Supplied material:
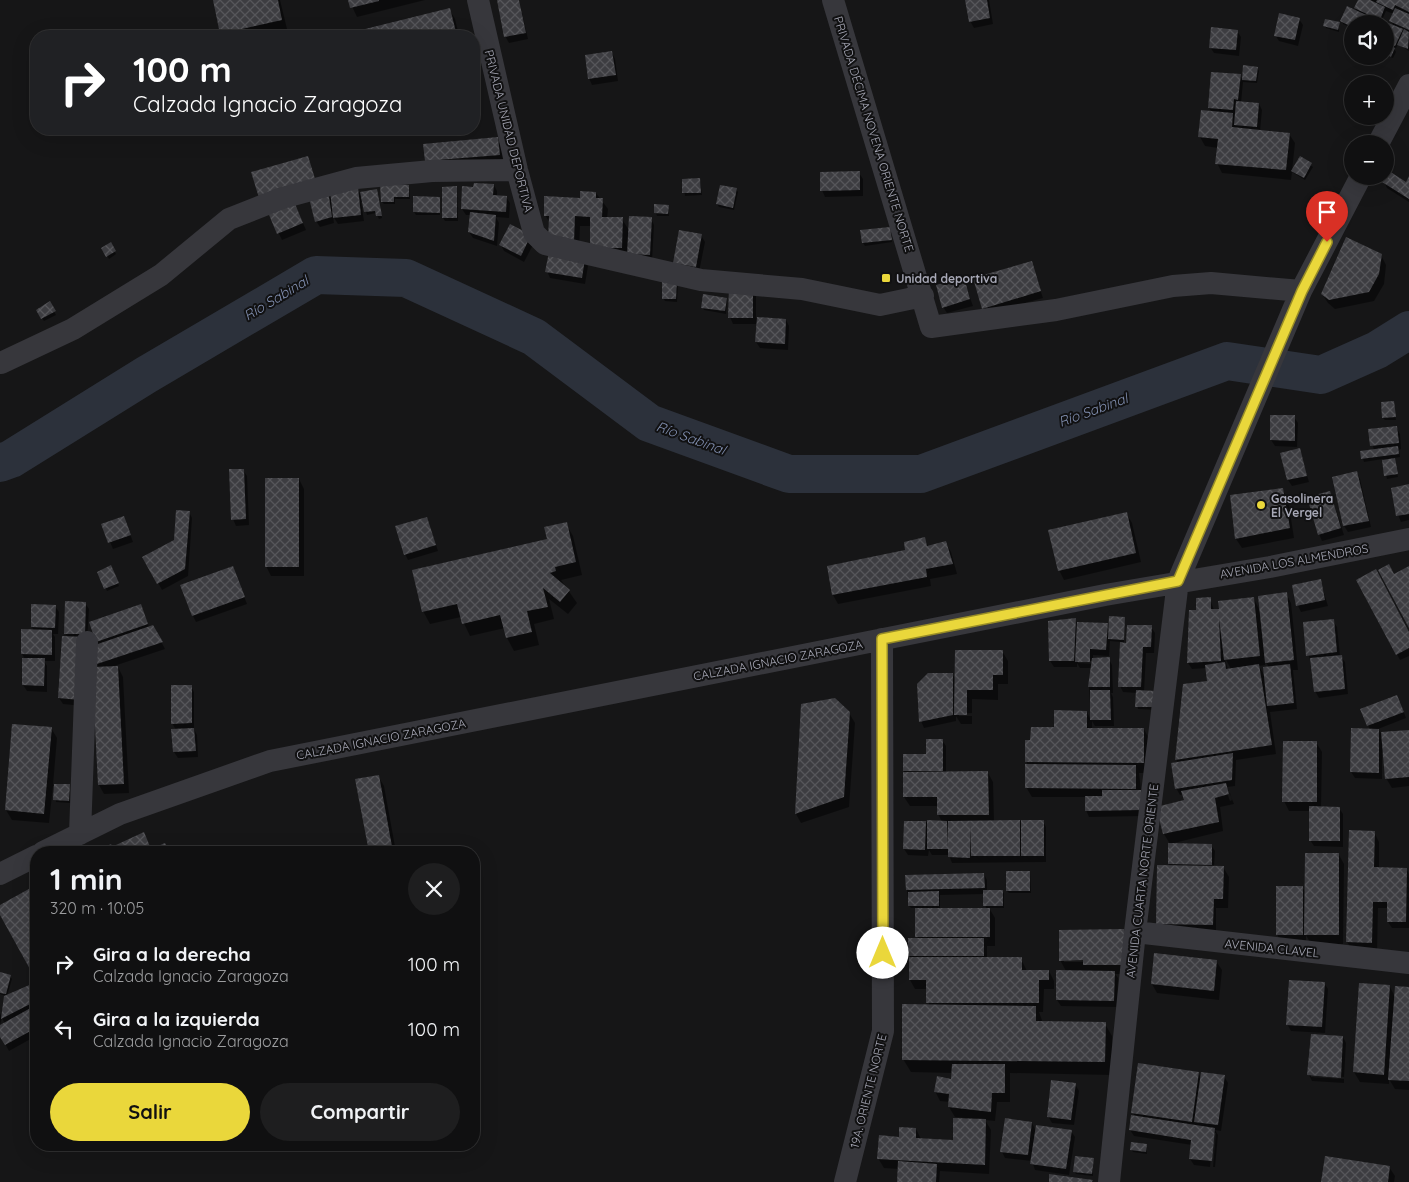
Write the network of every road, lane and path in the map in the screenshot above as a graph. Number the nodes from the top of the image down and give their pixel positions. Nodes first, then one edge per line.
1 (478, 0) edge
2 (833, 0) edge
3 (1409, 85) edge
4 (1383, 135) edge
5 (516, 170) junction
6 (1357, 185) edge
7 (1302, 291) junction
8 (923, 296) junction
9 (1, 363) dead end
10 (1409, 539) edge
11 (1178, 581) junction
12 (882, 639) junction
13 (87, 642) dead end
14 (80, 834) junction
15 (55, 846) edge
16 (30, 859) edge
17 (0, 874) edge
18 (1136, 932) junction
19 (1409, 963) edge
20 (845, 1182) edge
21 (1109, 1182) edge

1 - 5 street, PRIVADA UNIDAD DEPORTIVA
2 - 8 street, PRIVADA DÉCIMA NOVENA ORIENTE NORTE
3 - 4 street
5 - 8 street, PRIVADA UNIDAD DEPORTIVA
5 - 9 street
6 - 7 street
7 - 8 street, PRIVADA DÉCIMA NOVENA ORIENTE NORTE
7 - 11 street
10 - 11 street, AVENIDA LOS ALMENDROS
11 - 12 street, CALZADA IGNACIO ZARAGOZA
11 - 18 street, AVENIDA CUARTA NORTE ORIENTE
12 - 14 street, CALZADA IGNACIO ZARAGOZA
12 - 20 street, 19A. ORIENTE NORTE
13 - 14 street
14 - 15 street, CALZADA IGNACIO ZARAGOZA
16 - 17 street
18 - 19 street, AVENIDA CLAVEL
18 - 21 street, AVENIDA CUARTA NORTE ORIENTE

Problem statement:
Retype the whole listing. Keep every word exact but include no pictures.

Answer below:
Write the network of every road, lane and path in the map in the screenshot above as a graph. Number the nodes from the top of the image down and give their pixel positions. Nodes first, then one edge per line.
1 (478, 0) edge
2 (833, 0) edge
3 (1409, 85) edge
4 (1383, 135) edge
5 (516, 170) junction
6 (1357, 185) edge
7 (1302, 291) junction
8 (923, 296) junction
9 (1, 363) dead end
10 (1409, 539) edge
11 (1178, 581) junction
12 (882, 639) junction
13 (87, 642) dead end
14 (80, 834) junction
15 (55, 846) edge
16 (30, 859) edge
17 (0, 874) edge
18 (1136, 932) junction
19 (1409, 963) edge
20 (845, 1182) edge
21 (1109, 1182) edge

1 - 5 street, PRIVADA UNIDAD DEPORTIVA
2 - 8 street, PRIVADA DÉCIMA NOVENA ORIENTE NORTE
3 - 4 street
5 - 8 street, PRIVADA UNIDAD DEPORTIVA
5 - 9 street
6 - 7 street
7 - 8 street, PRIVADA DÉCIMA NOVENA ORIENTE NORTE
7 - 11 street
10 - 11 street, AVENIDA LOS ALMENDROS
11 - 12 street, CALZADA IGNACIO ZARAGOZA
11 - 18 street, AVENIDA CUARTA NORTE ORIENTE
12 - 14 street, CALZADA IGNACIO ZARAGOZA
12 - 20 street, 19A. ORIENTE NORTE
13 - 14 street
14 - 15 street, CALZADA IGNACIO ZARAGOZA
16 - 17 street
18 - 19 street, AVENIDA CLAVEL
18 - 21 street, AVENIDA CUARTA NORTE ORIENTE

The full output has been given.